• _Work task_: Every entry below needs to be repeated exactly.

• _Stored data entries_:
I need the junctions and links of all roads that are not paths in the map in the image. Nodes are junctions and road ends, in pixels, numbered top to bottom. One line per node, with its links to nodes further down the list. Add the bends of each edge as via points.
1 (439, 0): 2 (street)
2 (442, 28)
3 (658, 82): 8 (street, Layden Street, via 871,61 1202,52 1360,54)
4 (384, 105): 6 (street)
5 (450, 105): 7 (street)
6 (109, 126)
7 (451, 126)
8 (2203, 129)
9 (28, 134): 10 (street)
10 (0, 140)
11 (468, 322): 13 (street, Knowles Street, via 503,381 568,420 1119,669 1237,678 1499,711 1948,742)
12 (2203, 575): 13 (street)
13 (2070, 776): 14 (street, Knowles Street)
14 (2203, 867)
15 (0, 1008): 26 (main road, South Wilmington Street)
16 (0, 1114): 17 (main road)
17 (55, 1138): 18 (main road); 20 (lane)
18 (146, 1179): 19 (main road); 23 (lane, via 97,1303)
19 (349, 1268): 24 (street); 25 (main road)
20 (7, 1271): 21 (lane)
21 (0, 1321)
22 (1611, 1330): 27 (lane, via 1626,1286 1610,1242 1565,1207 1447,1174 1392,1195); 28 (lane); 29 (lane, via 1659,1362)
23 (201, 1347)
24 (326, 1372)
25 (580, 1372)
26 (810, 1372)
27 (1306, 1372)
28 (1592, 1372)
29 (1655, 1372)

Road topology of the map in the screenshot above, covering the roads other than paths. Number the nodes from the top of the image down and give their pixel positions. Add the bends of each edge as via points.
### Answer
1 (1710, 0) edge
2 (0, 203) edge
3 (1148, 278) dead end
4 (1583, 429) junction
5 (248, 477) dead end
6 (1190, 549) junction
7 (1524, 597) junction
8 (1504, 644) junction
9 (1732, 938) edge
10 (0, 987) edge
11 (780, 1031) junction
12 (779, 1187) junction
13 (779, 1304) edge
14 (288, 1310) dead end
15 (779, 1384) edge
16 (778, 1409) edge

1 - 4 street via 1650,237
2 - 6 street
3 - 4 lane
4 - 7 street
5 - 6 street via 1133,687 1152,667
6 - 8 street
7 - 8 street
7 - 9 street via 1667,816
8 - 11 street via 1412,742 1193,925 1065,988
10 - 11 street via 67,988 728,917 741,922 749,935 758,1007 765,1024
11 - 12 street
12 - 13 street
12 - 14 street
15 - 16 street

• _Output below_:
I need the junctions and links of all roads that are not paths in the map in the image. Nodes are junctions and road ends, in pixels, numbered top to bottom. One line per node, with its links to nodes further down the list. Add the bends of each edge as via points.
1 (439, 0): 2 (street)
2 (442, 28)
3 (658, 82): 8 (street, Layden Street, via 871,61 1202,52 1360,54)
4 (384, 105): 6 (street)
5 (450, 105): 7 (street)
6 (109, 126)
7 (451, 126)
8 (2203, 129)
9 (28, 134): 10 (street)
10 (0, 140)
11 (468, 322): 13 (street, Knowles Street, via 503,381 568,420 1119,669 1237,678 1499,711 1948,742)
12 (2203, 575): 13 (street)
13 (2070, 776): 14 (street, Knowles Street)
14 (2203, 867)
15 (0, 1008): 26 (main road, South Wilmington Street)
16 (0, 1114): 17 (main road)
17 (55, 1138): 18 (main road); 20 (lane)
18 (146, 1179): 19 (main road); 23 (lane, via 97,1303)
19 (349, 1268): 24 (street); 25 (main road)
20 (7, 1271): 21 (lane)
21 (0, 1321)
22 (1611, 1330): 27 (lane, via 1626,1286 1610,1242 1565,1207 1447,1174 1392,1195); 28 (lane); 29 (lane, via 1659,1362)
23 (201, 1347)
24 (326, 1372)
25 (580, 1372)
26 (810, 1372)
27 (1306, 1372)
28 (1592, 1372)
29 (1655, 1372)

Road topology of the map in the screenshot above, covering the roads other than paths. Number the nodes from the top of the image down and give their pixel positions. Add the bends of each edge as via points.
### Answer
1 (1710, 0) edge
2 (0, 203) edge
3 (1148, 278) dead end
4 (1583, 429) junction
5 (248, 477) dead end
6 (1190, 549) junction
7 (1524, 597) junction
8 (1504, 644) junction
9 (1732, 938) edge
10 (0, 987) edge
11 (780, 1031) junction
12 (779, 1187) junction
13 (779, 1304) edge
14 (288, 1310) dead end
15 (779, 1384) edge
16 (778, 1409) edge

1 - 4 street via 1650,237
2 - 6 street
3 - 4 lane
4 - 7 street
5 - 6 street via 1133,687 1152,667
6 - 8 street
7 - 8 street
7 - 9 street via 1667,816
8 - 11 street via 1412,742 1193,925 1065,988
10 - 11 street via 67,988 728,917 741,922 749,935 758,1007 765,1024
11 - 12 street
12 - 13 street
12 - 14 street
15 - 16 street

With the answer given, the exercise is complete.